In secular media, ID is routinely despised. In a book review this week in Science Magazine, for instance, Crosbie Smith slandered ID, putting “intelligent design” in scare quotes and claiming that it “lies outside mainstream science and refuses to acknowledge methodological principles such as the uniformity of nature and the provisional character of scientific knowledge.” The secular scientific journals rarely, if ever, give an ID supporter an opportunity to respond to these kinds of attacks.

Since the book he reviews (Huxley’s Church and Maxwell’s Demon: From Theistic Science to Naturalistic Science by Matthew Stanley) mentions James Clerk Maxwell—whose scientific reputation is enormous—it’s interesting that Smith even gets in a jab against the father of electromagnetism: “Stanley also tends to characterize Maxwell as ‘a fairly conservative evangelical’ without placing him in opposition to what the British historian Boyd Hilton calls the ‘extreme evangelicals,’ most of whom rejected uniformity in favor of arbitrary divine action and retribution.” In other words, at least Maxwell was not one of those distasteful fundamentalists.

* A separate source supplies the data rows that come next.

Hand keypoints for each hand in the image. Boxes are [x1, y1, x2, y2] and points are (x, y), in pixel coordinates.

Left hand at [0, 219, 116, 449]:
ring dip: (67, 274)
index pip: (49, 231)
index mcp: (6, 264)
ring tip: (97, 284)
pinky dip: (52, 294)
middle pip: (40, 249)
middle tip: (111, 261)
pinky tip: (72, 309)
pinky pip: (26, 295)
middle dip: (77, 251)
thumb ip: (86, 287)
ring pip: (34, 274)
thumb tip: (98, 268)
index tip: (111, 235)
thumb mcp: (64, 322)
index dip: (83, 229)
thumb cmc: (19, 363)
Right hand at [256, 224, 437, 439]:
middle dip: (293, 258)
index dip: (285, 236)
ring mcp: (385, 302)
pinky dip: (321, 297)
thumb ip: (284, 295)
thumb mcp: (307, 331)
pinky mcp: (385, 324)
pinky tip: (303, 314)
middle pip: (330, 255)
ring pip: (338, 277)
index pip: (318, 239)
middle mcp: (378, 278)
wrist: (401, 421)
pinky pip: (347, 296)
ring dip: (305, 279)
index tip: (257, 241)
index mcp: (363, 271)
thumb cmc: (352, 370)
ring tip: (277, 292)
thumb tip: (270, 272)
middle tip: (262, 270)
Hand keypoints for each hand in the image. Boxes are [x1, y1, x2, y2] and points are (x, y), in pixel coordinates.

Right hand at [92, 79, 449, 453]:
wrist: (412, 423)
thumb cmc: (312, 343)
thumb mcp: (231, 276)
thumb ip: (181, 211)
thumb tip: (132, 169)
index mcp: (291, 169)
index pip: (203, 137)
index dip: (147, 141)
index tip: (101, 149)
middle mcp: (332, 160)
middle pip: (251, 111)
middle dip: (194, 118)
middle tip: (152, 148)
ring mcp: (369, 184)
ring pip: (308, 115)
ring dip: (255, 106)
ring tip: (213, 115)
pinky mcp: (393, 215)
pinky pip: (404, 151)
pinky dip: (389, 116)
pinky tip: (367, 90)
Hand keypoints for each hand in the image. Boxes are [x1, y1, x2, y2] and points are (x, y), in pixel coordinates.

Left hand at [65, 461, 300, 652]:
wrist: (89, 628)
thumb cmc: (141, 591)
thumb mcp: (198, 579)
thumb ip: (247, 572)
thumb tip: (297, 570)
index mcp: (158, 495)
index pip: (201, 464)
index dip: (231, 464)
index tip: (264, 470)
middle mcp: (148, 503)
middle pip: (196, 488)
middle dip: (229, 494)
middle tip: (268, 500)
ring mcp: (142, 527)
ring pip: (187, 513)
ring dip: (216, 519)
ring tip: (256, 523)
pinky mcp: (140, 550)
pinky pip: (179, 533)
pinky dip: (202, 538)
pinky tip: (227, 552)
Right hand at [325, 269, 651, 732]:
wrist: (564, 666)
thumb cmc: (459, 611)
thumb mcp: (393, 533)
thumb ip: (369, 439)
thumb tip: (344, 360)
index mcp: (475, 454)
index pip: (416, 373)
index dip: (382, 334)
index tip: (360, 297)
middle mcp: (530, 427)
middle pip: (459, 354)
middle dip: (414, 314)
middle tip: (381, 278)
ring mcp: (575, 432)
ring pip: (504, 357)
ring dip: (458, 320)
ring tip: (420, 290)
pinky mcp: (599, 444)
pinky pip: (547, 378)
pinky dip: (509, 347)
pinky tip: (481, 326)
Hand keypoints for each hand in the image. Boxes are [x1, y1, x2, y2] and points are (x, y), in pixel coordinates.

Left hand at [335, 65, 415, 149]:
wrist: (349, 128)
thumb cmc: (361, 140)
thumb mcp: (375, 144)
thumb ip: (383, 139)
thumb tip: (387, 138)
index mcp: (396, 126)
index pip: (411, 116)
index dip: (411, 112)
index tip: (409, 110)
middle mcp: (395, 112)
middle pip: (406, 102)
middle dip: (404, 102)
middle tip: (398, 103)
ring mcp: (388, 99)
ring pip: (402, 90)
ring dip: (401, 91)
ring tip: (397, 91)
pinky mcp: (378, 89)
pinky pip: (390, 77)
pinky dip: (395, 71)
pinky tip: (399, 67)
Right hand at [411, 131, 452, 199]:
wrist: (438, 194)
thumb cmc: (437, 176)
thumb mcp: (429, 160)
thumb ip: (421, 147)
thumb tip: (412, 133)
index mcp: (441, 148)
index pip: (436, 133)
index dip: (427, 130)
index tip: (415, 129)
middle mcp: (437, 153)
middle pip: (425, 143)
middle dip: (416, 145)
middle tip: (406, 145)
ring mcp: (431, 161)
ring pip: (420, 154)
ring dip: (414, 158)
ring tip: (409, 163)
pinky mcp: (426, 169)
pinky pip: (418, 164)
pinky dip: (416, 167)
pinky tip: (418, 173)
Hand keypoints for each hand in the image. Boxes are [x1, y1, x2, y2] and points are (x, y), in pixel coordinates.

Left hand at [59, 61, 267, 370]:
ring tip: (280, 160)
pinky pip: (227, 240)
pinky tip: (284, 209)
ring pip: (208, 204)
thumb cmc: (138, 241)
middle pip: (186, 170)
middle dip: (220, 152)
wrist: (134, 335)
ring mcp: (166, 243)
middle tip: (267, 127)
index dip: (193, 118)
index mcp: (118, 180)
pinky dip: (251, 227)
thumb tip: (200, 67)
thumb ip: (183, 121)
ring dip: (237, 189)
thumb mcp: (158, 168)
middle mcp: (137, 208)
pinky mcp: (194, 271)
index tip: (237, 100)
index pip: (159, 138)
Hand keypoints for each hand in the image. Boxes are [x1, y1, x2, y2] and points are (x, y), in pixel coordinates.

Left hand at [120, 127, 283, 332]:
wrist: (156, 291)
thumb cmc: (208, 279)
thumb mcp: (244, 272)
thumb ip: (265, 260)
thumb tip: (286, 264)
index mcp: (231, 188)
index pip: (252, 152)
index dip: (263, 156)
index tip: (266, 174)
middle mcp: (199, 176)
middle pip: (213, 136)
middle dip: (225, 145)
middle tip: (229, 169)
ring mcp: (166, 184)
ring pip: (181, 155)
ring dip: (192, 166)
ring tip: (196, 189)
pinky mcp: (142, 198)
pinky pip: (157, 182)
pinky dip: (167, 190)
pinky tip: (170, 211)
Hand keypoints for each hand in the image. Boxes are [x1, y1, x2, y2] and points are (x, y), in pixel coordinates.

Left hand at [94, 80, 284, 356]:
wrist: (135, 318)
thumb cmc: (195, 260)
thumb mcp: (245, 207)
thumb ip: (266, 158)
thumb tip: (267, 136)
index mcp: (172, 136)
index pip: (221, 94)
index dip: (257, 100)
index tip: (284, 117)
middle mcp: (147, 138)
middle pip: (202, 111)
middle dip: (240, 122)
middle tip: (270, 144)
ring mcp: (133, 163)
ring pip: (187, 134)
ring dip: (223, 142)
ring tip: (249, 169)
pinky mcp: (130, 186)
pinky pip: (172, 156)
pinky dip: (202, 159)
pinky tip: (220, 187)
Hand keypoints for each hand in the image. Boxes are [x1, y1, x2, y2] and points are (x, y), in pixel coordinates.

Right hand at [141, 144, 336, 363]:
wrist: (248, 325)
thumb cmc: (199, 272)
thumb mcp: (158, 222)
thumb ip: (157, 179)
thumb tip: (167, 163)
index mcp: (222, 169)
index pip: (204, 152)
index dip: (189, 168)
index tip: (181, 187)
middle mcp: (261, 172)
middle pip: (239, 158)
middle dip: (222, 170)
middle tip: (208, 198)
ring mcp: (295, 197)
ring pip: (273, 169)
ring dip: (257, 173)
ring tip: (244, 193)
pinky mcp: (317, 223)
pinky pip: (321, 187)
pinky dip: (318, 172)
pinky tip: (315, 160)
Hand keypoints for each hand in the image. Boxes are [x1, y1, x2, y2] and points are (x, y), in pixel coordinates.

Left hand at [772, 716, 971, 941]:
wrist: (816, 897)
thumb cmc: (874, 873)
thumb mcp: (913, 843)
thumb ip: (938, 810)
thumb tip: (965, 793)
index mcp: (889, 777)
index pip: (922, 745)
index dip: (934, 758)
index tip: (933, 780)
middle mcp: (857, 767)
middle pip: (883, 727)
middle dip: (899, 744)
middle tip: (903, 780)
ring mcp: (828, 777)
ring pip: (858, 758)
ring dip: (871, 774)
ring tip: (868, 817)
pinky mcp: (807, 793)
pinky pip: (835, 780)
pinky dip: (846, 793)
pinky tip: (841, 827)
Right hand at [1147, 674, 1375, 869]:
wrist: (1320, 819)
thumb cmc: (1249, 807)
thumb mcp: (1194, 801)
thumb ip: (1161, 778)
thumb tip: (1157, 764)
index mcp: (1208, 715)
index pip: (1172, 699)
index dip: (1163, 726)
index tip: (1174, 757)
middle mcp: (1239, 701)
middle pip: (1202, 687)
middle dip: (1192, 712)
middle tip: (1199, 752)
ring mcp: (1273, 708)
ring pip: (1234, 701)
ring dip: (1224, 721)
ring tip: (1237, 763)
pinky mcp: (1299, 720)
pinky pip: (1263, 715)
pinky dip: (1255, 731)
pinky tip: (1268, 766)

Huxley, on the other hand, is honored as a well-behaved secularist in Smith’s characterization, because he embraced the uniformity of natural causes in a closed system. Thus he gets the reviewer’s blessing for advancing “the transition from theistic to naturalistic science.” But what’s this about “Huxley’s church” in the book’s title? Oh, that “facetiously refers to the naturalistic canons widely enunciated in direct opposition to orthodox Christianity,” Smith explains, whereas, as most physicists know, “Maxwell’s demon” refers not a spiritual issue, but to a question of physics: i.e., “the physicist’s largely private struggle to elucidate the concept of irreversibility that stood at the core of the new second law of thermodynamics.”

It is hard to fathom how any true Christian could bask in the limelight of those who are committed to denying God’s creatorship. Jesus said in Luke 6:26, “Woe to you when all men speak well of you, for so did their fathers to the false prophets.”

As one who fell under the wrath of Big Science’s intolerance for anything but 100% Darwinism, I would rather bear the reproach of Christ than be spoken well of by the Darwin Party. I’m sure Francis Collins is a gentleman, and there’s no question he is a scholar about genetics. But if he were to openly repudiate Darwinism, he would be thrown into the same den of lions as others of his stature who lost jobs, were denied tenure, or were otherwise mocked by the Establishment.  The only way great scientists who are Biblical Christians or ID supporters can get by these days is to keep their mouths shut. Read Jerry Bergman’s Slaughter of the Dissidents for shocking true stories about those who paid the price for standing up to the Darwin bigots. Friendship with the Darwin Party is not an honor, any more than friendship with the Sanhedrin and Pharisees would have been for followers of Jesus. It’s hard to speak well of Collins when his institute joins forces with the persecutors. Choose you this day whom you will serve.